At the start of the season, 539 units were operational against 534 units last year, ISMA said. The crushing season has entered the final phase, with only a few mills currently running in Uttar Pradesh and Tamil Nadu. "All the factories in Maharashtra and Karnataka have closed their operations for the main season," ISMA said. However, a few mills in Karnataka and Tamil Nadu will start operations in the special season from June or July, when the short-duration crop is harvested in these regions.
As of Wednesday, sugar production in Maharashtra rose 22% on year to nearly 9.9 million tonnes. Karnataka's sugar output was 19% higher on year at 4.8 million tonnes.

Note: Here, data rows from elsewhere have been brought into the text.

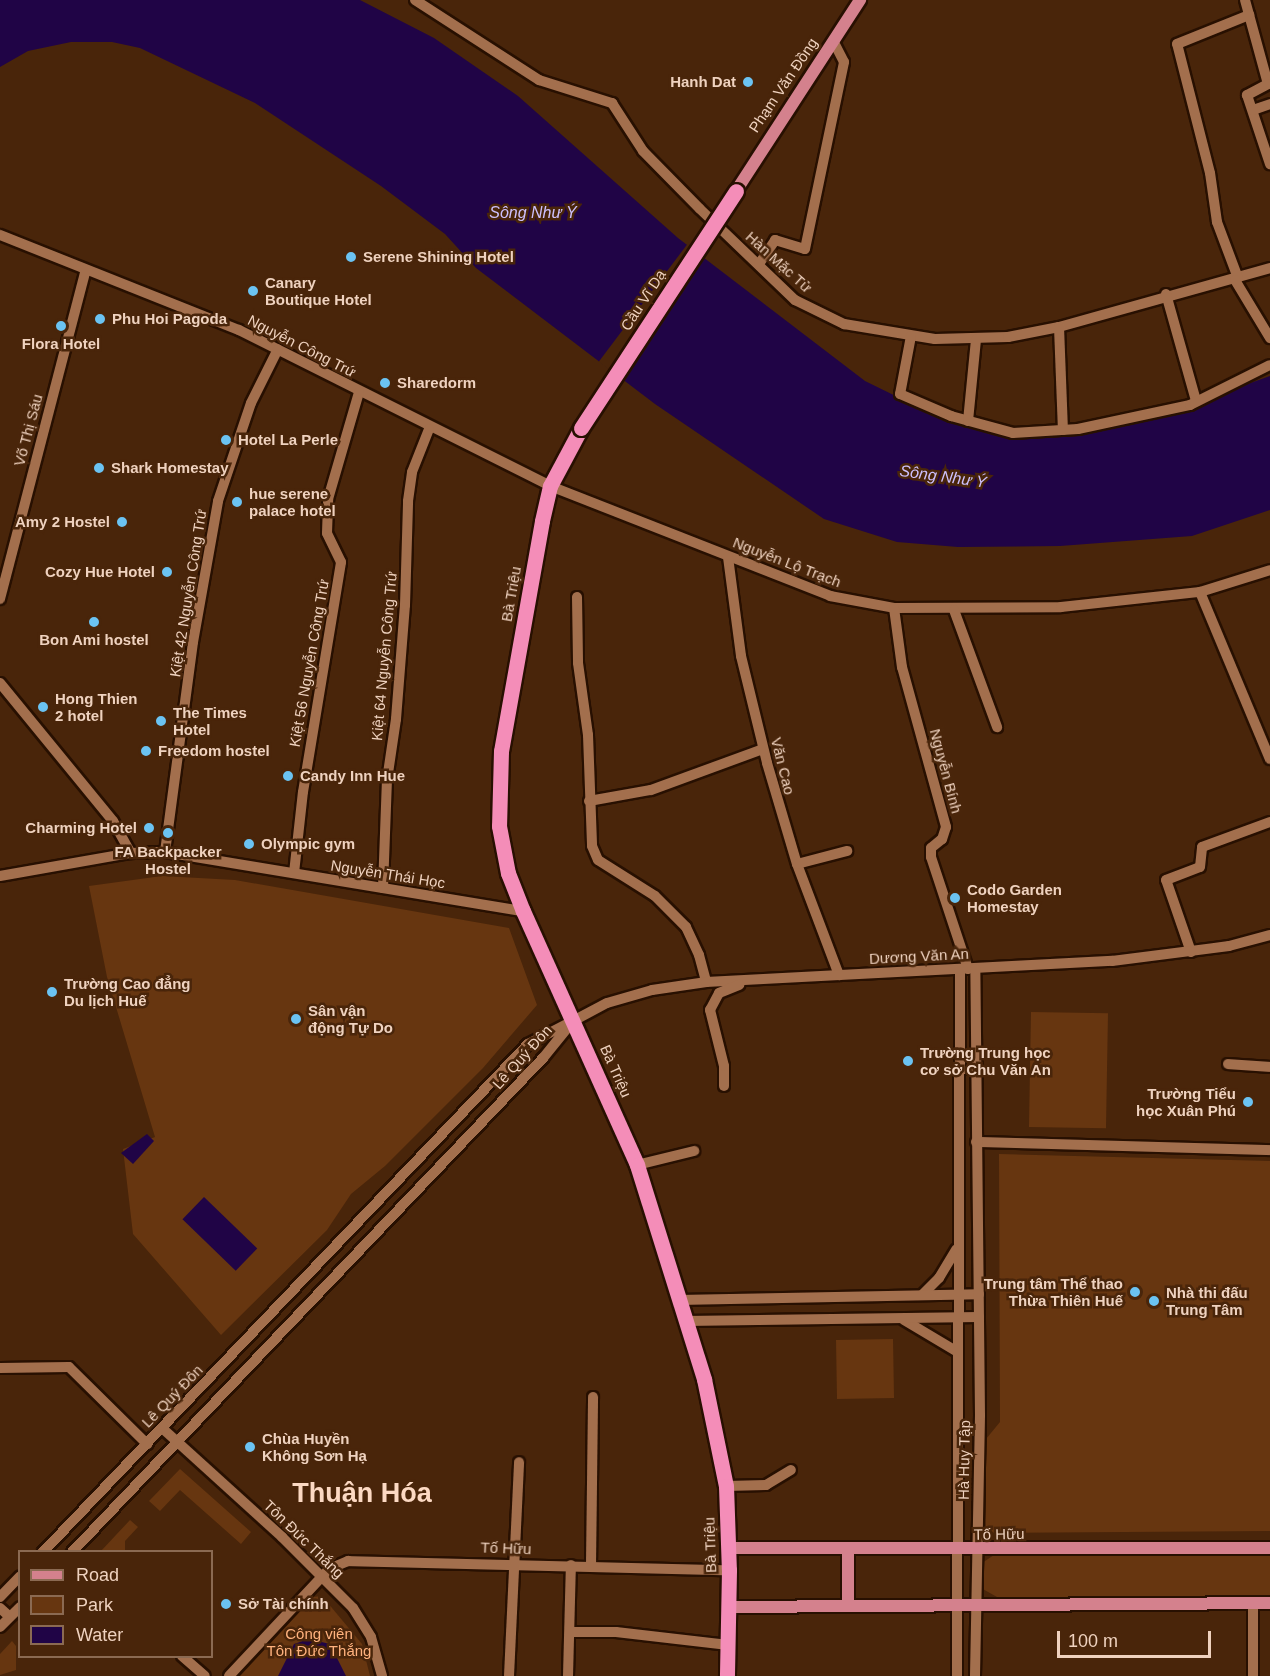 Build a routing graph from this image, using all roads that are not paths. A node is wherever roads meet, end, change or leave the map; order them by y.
1 (415, 0) edge
2 (860, 0) edge
3 (1245, 0) edge
4 (1249, 15) junction
5 (834, 42) junction
6 (1270, 104) edge
7 (1253, 110) junction
8 (1270, 164) edge
9 (736, 191) joint
10 (0, 235) edge
11 (759, 264) junction
12 (1270, 268) edge
13 (86, 270) junction
14 (1237, 279) junction
15 (1166, 294) junction
16 (1059, 327) junction
17 (911, 336) junction
18 (1270, 338) edge
19 (976, 339) junction
20 (278, 349) junction
21 (1270, 365) edge
22 (359, 392) junction
23 (1196, 402) junction
24 (968, 421) junction
25 (429, 429) junction
26 (1063, 430) junction
27 (550, 486) junction
28 (728, 557) junction
29 (1270, 570) edge
30 (1200, 592) junction
31 (577, 597) dead end
32 (0, 599) edge
33 (894, 608) junction
34 (954, 610) junction
35 (0, 683) edge
36 (997, 727) dead end
37 (763, 749) junction
38 (1270, 759) edge
39 (589, 801) junction
40 (1270, 822) edge
41 (848, 851) dead end
42 (165, 852) junction
43 (131, 853) junction
44 (797, 864) junction
45 (294, 873) junction
46 (0, 876) edge
47 (383, 888) junction
48 (523, 911) junction
49 (1270, 935) edge
50 (1191, 952) junction
51 (968, 969) junction
52 (839, 975) junction
53 (759, 978) junction
54 (706, 982) junction
55 (573, 1021) junction
56 (1228, 1064) dead end
57 (1270, 1067) edge
58 (959, 1077) junction
59 (976, 1077) junction
60 (724, 1086) dead end
61 (976, 1142) junction
62 (1270, 1150) edge
63 (694, 1151) dead end
64 (637, 1165) junction
65 (958, 1191) junction
66 (977, 1193) junction
67 (371, 1208) junction
68 (386, 1222) junction
69 (957, 1247) junction
70 (956, 1294) junction
71 (979, 1294) junction
72 (922, 1295) junction
73 (678, 1300) junction
74 (898, 1317) junction
75 (956, 1317) junction
76 (979, 1317) junction
77 (685, 1322) junction
78 (956, 1351) junction
79 (0, 1368) edge
80 (593, 1397) dead end
81 (162, 1428) junction
82 (177, 1441) junction
83 (147, 1444) junction
84 (519, 1462) dead end
85 (791, 1470) dead end
86 (726, 1486) junction
87 (729, 1548) junction
88 (849, 1548) junction
89 (1270, 1548) edge
90 (958, 1549) junction
91 (978, 1549) junction
92 (45, 1550) edge
93 (73, 1550) edge
94 (514, 1563) junction
95 (571, 1565) junction
96 (591, 1565) junction
97 (729, 1570) junction
98 (322, 1576) junction
99 (18, 1578) edge
100 (0, 1597) edge
101 (1253, 1603) junction
102 (1270, 1603) edge
103 (958, 1604) junction
104 (976, 1604) junction
105 (848, 1605) junction
106 (729, 1607) junction
107 (0, 1608) edge
108 (18, 1608) edge
109 (10, 1617) junction
110 (0, 1627) edge
111 (570, 1632) junction
112 (728, 1645) junction
113 (184, 1658) edge
114 (205, 1676) edge
115 (229, 1676) edge
116 (382, 1676) edge
117 (509, 1676) edge
118 (568, 1676) edge
119 (727, 1676) edge
120 (957, 1676) edge
121 (975, 1676) edge
122 (1253, 1676) edge

1 - 11 street, Hàn Mặc Tử
2 - 5 main road, Phạm Văn Đồng
3 - 4 street
4 - 7 street
4 - 14 street
5 - 9 main road, Phạm Văn Đồng
5 - 11 street
6 - 7 street
7 - 8 street
9 - 27 highway, Cầu Vĩ Dạ, bridge
10 - 13 street, Nguyễn Công Trứ
11 - 17 street, Hàn Mặc Tử
12 - 14 street, Hàn Mặc Tử
13 - 20 street, Nguyễn Công Trứ
13 - 32 street, Võ Thị Sáu
14 - 15 street, Hàn Mặc Tử
14 - 18 street
15 - 16 street, Hàn Mặc Tử
15 - 23 street
16 - 19 street, Hàn Mặc Tử
16 - 26 street
17 - 19 street, Hàn Mặc Tử
17 - 24 street
19 - 24 street
20 - 22 street, Nguyễn Công Trứ
20 - 42 street, Kiệt 42 Nguyễn Công Trứ
21 - 23 street
22 - 25 street, Nguyễn Công Trứ
22 - 45 street, Kiệt 56 Nguyễn Công Trứ
23 - 26 street
24 - 26 street
25 - 27 street, Nguyễn Công Trứ
25 - 47 street, Kiệt 64 Nguyễn Công Trứ
27 - 28 street, Nguyễn Lộ Trạch
27 - 48 highway, Bà Triệu
28 - 33 street, Nguyễn Lộ Trạch
28 - 37 street, Văn Cao
29 - 30 street, Nguyễn Lộ Trạch
30 - 34 street, Nguyễn Lộ Trạch
30 - 38 street
31 - 39 street
33 - 34 street, Nguyễn Lộ Trạch
33 - 51 street, Nguyễn Bính
34 - 36 street
35 - 43 street
37 - 39 street
37 - 44 street, Văn Cao
39 - 54 street
40 - 50 street
41 - 44 street
42 - 43 street, Nguyễn Thái Học
42 - 45 street, Nguyễn Thái Học
43 - 46 street, Nguyễn Thái Học
44 - 52 street, Văn Cao
45 - 47 street, Nguyễn Thái Học
47 - 48 street, Nguyễn Thái Học
48 - 55 highway, Bà Triệu
49 - 50 street, Dương Văn An
50 - 51 street, Dương Văn An
51 - 52 street, Dương Văn An
51 - 58 street, Hà Huy Tập
51 - 59 street, Hà Huy Tập
52 - 53 street, Dương Văn An
53 - 54 street, Dương Văn An
53 - 60 street
54 - 55 street, Dương Văn An
55 - 64 highway, Bà Triệu
55 - 67 street, Lê Quý Đôn
55 - 68 street, Lê Quý Đôn
56 - 57 street
58 - 59 street
58 - 65 street, Hà Huy Tập
59 - 61 street, Hà Huy Tập
61 - 62 street
61 - 66 street, Hà Huy Tập
63 - 64 street
64 - 73 highway, Bà Triệu
65 - 66 street
65 - 69 street, Hà Huy Tập
66 - 71 street, Hà Huy Tập
67 - 68 street
67 - 81 street, Lê Quý Đôn
68 - 82 street, Lê Quý Đôn
69 - 70 street, Hà Huy Tập
69 - 72 street, Hà Huy Tập
70 - 71 street
70 - 72 street
70 - 75 street, Hà Huy Tập
71 - 76 street, Hà Huy Tập
72 - 73 street
73 - 77 highway, Bà Triệu
74 - 75 street
74 - 77 street
74 - 78 street
75 - 76 street
75 - 78 street, Hà Huy Tập
76 - 91 street, Hà Huy Tập
77 - 86 highway, Bà Triệu
78 - 90 street, Hà Huy Tập
79 - 83 street
80 - 96 street
81 - 82 street, Tôn Đức Thắng
81 - 83 street, Lê Quý Đôn
82 - 93 street, Lê Quý Đôn
82 - 98 street, Tôn Đức Thắng
83 - 92 street, Lê Quý Đôn
84 - 94 street
85 - 86 street
86 - 87 highway, Bà Triệu
87 - 88 main road, Tố Hữu
87 - 97 highway, Bà Triệu
88 - 90 main road, Tố Hữu
88 - 105 main road
89 - 91 main road, Tố Hữu
90 - 91 main road, Tố Hữu
90 - 103 street, Hà Huy Tập
91 - 104 street, Hà Huy Tập
94 - 95 street, Tố Hữu
94 - 98 street, Tố Hữu
94 - 117 street
95 - 96 street, Tố Hữu
95 - 111 street
96 - 97 street, Tố Hữu
97 - 106 highway, Bà Triệu
98 - 115 street, Tố Hữu
98 - 116 street, Tôn Đức Thắng
99 - 100 street
101 - 102 main road
101 - 104 main road
101 - 122 street
103 - 104 main road
103 - 105 main road
103 - 120 street, Hà Huy Tập
104 - 121 street, Hà Huy Tập
105 - 106 main road
106 - 112 highway, Bà Triệu
107 - 109 street
108 - 109 street
109 - 110 street
111 - 112 street
111 - 118 street
112 - 119 highway, Bà Triệu
113 - 114 street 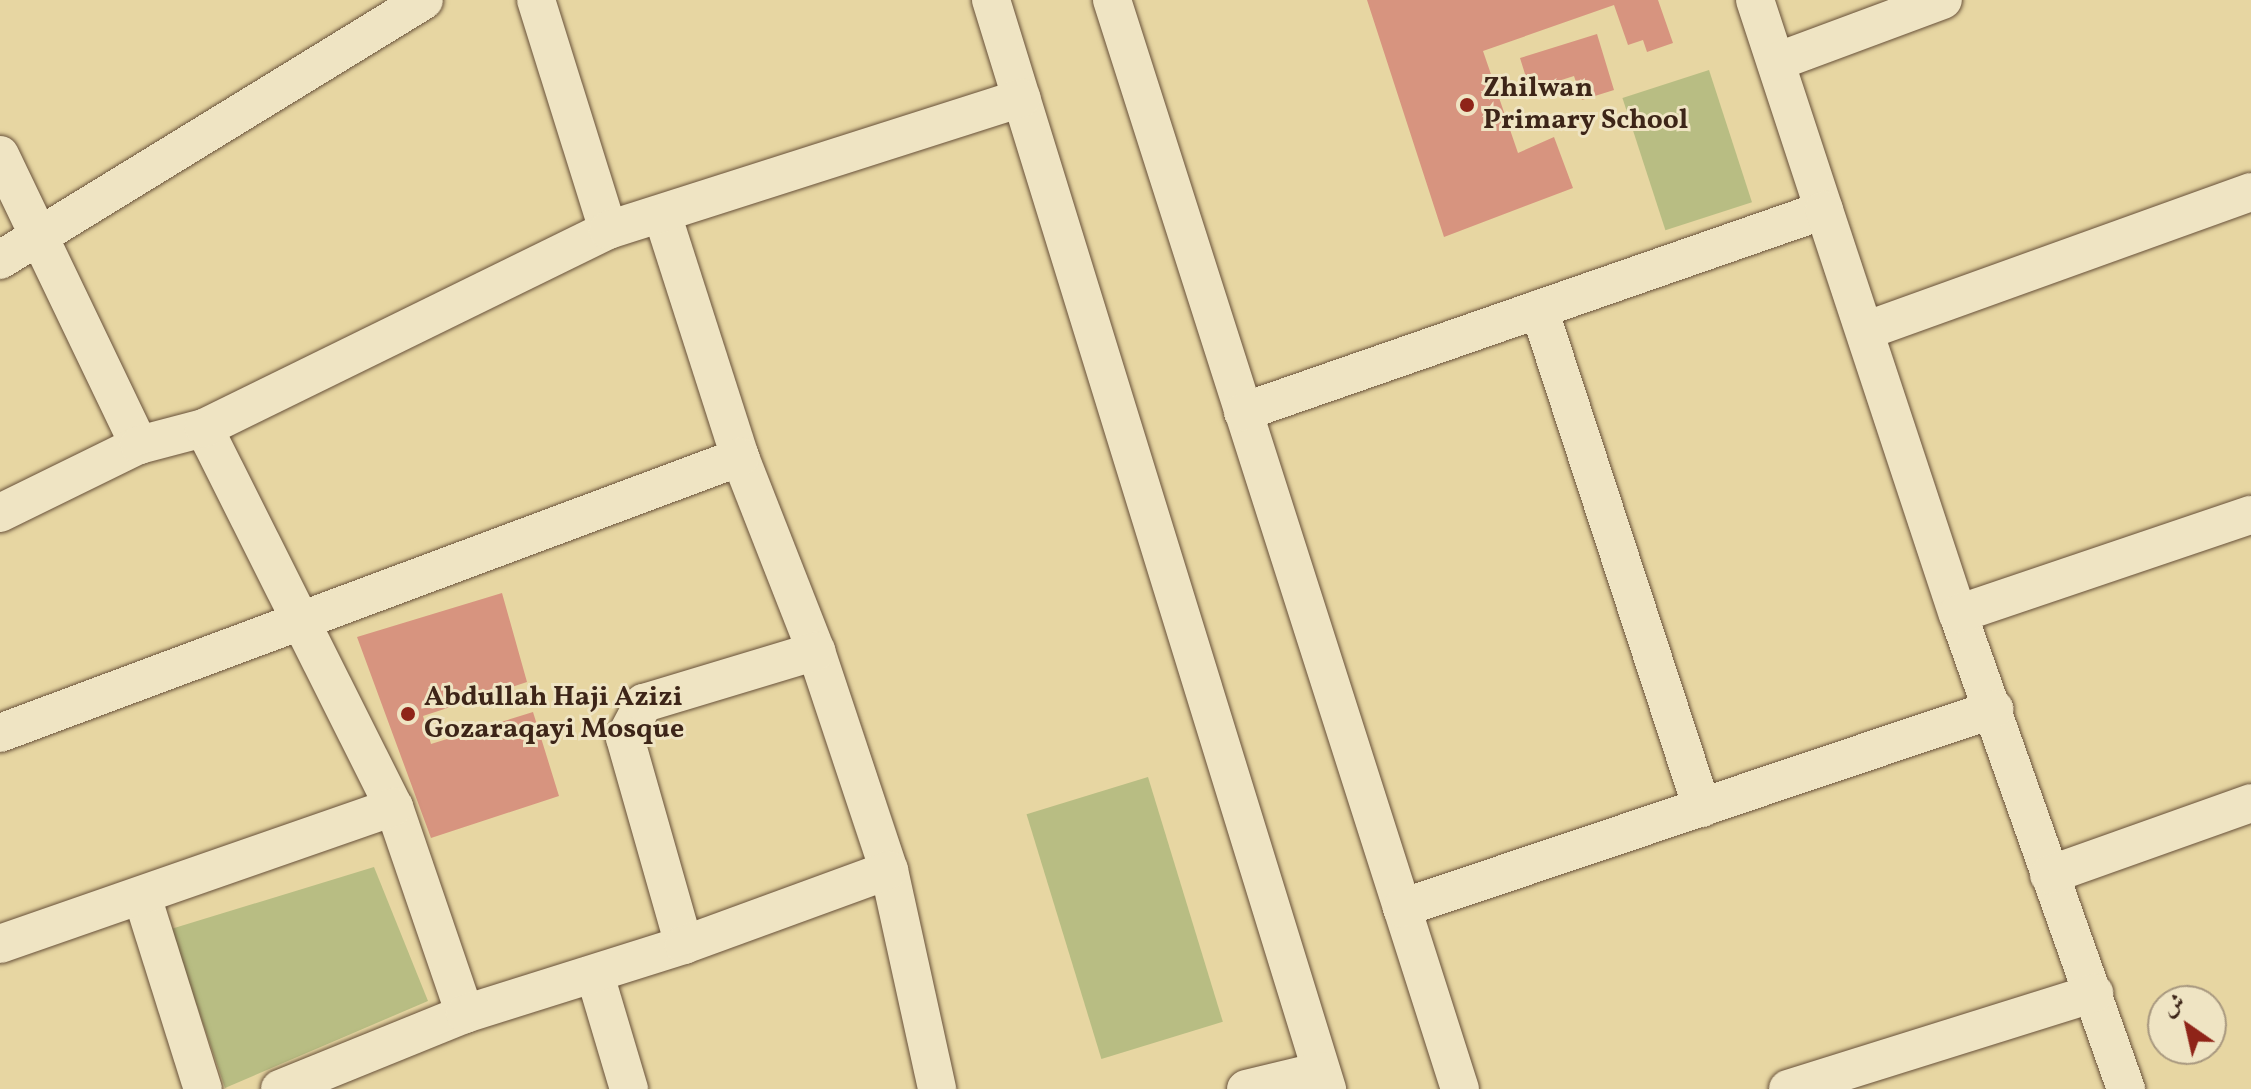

However, Uttar Pradesh's sugar production fell 2% on year to 8.9 million tonnes amid reduced sugarcane availability in the state. "At present, 6 mills are operational, compared to 22 mills which operated last year on the corresponding date," ISMA said.
As the sugar season nears its close, the industry is seeking an upward revision of the minimum selling price to meet the rising production costs, and as lower realisations are straining mills financially, ISMA said.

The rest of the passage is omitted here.